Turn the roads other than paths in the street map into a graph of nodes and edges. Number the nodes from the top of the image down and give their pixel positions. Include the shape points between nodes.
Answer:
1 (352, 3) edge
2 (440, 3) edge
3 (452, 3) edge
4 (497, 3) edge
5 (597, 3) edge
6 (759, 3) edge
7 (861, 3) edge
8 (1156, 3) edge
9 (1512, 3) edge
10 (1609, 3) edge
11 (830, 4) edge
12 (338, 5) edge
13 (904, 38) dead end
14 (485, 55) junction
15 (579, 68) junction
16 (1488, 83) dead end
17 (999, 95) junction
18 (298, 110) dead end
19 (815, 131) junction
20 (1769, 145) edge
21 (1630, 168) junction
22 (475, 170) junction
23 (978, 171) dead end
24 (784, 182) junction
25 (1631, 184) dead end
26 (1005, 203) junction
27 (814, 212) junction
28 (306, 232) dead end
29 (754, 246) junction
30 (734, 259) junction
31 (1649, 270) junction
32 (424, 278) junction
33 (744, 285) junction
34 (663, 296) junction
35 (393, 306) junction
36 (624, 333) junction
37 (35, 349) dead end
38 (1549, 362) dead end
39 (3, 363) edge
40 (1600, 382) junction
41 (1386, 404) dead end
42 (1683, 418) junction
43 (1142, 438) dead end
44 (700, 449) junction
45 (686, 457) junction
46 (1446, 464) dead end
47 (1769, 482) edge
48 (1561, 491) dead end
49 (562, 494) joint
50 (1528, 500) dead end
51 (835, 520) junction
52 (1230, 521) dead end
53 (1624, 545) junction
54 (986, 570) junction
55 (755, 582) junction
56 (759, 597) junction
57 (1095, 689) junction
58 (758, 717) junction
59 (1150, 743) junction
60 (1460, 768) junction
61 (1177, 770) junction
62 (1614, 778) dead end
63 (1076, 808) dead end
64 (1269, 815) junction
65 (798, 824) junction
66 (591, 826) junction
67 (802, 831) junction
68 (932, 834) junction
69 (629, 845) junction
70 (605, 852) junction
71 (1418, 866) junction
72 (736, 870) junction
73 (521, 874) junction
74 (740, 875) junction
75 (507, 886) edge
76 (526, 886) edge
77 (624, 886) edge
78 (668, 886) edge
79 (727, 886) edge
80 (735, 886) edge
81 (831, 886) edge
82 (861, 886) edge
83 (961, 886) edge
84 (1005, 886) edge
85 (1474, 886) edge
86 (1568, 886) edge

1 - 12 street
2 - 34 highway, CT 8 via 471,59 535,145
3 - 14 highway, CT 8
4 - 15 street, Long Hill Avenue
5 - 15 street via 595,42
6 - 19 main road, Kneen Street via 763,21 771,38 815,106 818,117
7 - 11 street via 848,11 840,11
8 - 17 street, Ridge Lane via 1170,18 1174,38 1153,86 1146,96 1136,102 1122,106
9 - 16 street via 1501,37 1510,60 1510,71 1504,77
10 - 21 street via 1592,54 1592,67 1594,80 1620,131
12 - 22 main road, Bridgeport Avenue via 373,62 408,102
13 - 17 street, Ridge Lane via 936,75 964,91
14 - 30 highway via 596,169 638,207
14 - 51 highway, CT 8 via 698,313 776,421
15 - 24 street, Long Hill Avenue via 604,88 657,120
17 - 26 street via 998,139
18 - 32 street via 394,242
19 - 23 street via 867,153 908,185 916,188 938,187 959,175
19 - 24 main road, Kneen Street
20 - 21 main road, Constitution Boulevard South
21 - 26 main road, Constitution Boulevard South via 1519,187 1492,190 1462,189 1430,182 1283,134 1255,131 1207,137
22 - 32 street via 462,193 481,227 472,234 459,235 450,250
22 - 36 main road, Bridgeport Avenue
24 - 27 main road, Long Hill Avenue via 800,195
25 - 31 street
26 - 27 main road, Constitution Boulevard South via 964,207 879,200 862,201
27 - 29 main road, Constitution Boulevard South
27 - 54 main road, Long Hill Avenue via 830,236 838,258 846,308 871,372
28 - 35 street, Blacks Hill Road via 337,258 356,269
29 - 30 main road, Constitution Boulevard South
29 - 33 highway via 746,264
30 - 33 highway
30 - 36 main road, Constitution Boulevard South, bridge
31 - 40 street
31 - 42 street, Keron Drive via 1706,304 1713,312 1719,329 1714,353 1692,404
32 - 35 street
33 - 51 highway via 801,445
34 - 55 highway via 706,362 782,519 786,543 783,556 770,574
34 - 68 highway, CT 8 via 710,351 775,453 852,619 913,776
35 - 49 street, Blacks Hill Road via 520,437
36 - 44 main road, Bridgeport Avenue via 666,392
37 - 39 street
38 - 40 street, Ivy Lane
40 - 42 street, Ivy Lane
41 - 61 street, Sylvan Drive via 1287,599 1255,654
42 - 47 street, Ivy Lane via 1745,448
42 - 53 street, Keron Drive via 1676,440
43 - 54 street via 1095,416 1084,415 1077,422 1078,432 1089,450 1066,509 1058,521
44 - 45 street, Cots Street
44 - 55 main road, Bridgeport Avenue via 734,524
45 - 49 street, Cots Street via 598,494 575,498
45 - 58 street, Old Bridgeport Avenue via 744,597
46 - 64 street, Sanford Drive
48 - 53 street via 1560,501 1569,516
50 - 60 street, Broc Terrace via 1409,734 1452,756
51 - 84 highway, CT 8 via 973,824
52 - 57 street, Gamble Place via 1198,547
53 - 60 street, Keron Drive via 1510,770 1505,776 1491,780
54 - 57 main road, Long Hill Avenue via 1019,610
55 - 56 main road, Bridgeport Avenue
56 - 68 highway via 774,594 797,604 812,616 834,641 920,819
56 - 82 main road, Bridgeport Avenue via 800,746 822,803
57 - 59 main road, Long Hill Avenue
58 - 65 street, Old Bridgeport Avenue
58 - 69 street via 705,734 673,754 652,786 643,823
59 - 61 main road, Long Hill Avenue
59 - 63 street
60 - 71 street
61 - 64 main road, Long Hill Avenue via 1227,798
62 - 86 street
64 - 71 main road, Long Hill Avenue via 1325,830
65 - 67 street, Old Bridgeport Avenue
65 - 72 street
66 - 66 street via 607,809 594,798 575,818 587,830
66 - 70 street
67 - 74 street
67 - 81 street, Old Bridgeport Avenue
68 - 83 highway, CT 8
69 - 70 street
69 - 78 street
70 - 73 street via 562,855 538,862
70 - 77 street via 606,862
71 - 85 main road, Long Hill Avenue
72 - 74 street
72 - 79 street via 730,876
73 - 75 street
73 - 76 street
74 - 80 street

▸ Problem requirements: Each line of the records with the word "Blacks" in it is to be copied.

▸ Exercise answer:
28 - 35 street, Blacks Hill Road via 337,258 356,269
35 - 49 street, Blacks Hill Road via 520,437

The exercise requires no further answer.